As the federal budget tightens and private data collection expands, the BLS should take steps to save money without compromising its essential services, and it has. It stopped tracking mass layoff statistics when other sources of information became available. It discontinued an international labor comparisons program that could be taken over by the private sector. It eliminated a non-essential green jobs data program, which served only a narrow constituency. It saved $15 million a year by reengineering its collection of labor compensation and monthly payroll data, and implemented many other cost-cutting measures.  

Unfortunately, budget pressures forced it to make other cuts as well. Over the past two years, BLS deferred hiring, IT maintenance and equipment purchases in the hope future funding would improve. It hasn’t, and now key programs could suffer. Some, like the Quarterly Census of Employment and Wages, have already been cut back. Others might be eliminated, including the Job Openings and Labor Turnover Survey, which yields important insight into changing labor demand, the Export Price Index, which helps compute GDP and other indicators, and the American Time Use Survey.  

While the cuts Congress is contemplating may not threaten the quality of the BLS’s signature employment reports, we need more and better data to understand our changing economy, not less. Instead of narrowing its data collection, BLS ought to expand it. For starters, it should develop and strengthen programs to help assess the growth of the “gig economy,” how global supply chains affect the US economy, and why wage growth remains sluggish despite job vacancy rates at a 15-year high.  

Skeptics will ask, why not rely entirely on the private sector to do this work? Why should the public underwrite the BLS at all? The answer is simple. Government should do it, because no private entity can match government statistical agencies’ ability to collect objective data and aggregate them into usable basic statistics. Taxpayers should pay for it, because those basic statistics, such as basic scientific research, yield highly diverse applications and valuable benefits across our economy and society.  

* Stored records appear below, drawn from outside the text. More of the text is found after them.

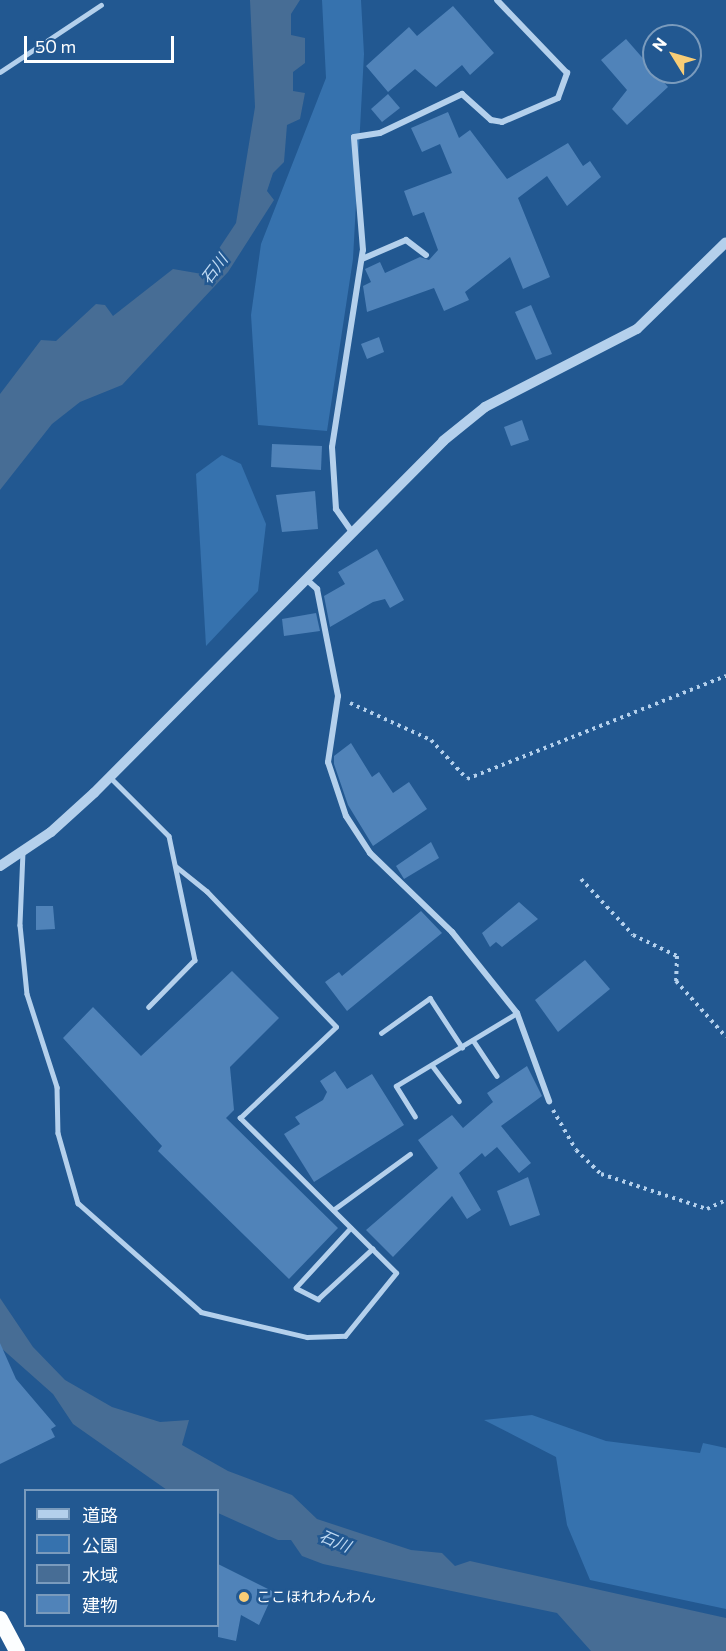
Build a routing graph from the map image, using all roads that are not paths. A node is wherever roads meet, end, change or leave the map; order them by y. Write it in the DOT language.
graph roads {
  1 [pos="497,0"];
  2 [pos="101,5"];
  3 [pos="0,72"];
  4 [pos="726,242"];
  5 [pos="426,255"];
  6 [pos="362,259"];
  7 [pos="352,532"];
  8 [pos="306,578"];
  9 [pos="110,777"];
  10 [pos="23,852"];
  11 [pos="4,865"];
  12 [pos="176,867"];
  13 [pos="150,1007"];
  14 [pos="517,1013"];
  15 [pos="381,1033"];
  16 [pos="472,1040"];
  17 [pos="462,1047"];
  18 [pos="432,1065"];
  19 [pos="497,1076"];
  20 [pos="459,1101"];
  21 [pos="549,1101"];
  22 [pos="415,1118"];
  23 [pos="410,1154"];
  24 [pos="333,1210"];
  25 [pos="351,1228"];
  26 [pos="372,1249"];
  27 [pos="0,1618"];
  28 [pos="17,1651"];
  1 -- 6 [label="street"];
  2 -- 3 [label="lane"];
  4 -- 7 [label="street"];
  5 -- 6 [label="street"];
  6 -- 7 [label="street"];
  7 -- 8 [label="street"];
  8 -- 9 [label="street"];
  8 -- 14 [label="street"];
  9 -- 10 [label="street"];
  9 -- 12 [label="lane"];
  10 -- 11 [label="street"];
  10 -- 26 [label="lane"];
  12 -- 13 [label="lane"];
  12 -- 24 [label="lane"];
  14 -- 16 [label="lane"];
  14 -- 21 [label="street"];
  15 -- 17 [label="lane"];
  16 -- 17 [label="lane"];
  16 -- 19 [label="lane"];
  17 -- 18 [label="lane"];
  18 -- 20 [label="lane"];
  18 -- 22 [label="lane"];
  23 -- 24 [label="lane"];
  24 -- 25 [label="lane"];
  25 -- 26 [label="lane"];
  25 -- 26 [label="lane"];
  27 -- 28 [label="highway"];
}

Underfunding the BLS would be a false economy. It would mean basic statistics would be undersupplied, and the quality of economic decision-making would suffer. It may save a few million dollars in the 2016 federal budget, but would ultimately cost us much more.  

Katharine G. Abraham is a professor of economics and survey methodology at the University of Maryland and a former commissioner of the Bureau of Labor Statistics. Steven J. Davis is a professor at the University of Chicago Booth School of Business and a visiting fellow at the Hoover Institution. John C. Haltiwanger is a professor of economics at the University of Maryland and a former chief economist of the U.S. Census Bureau.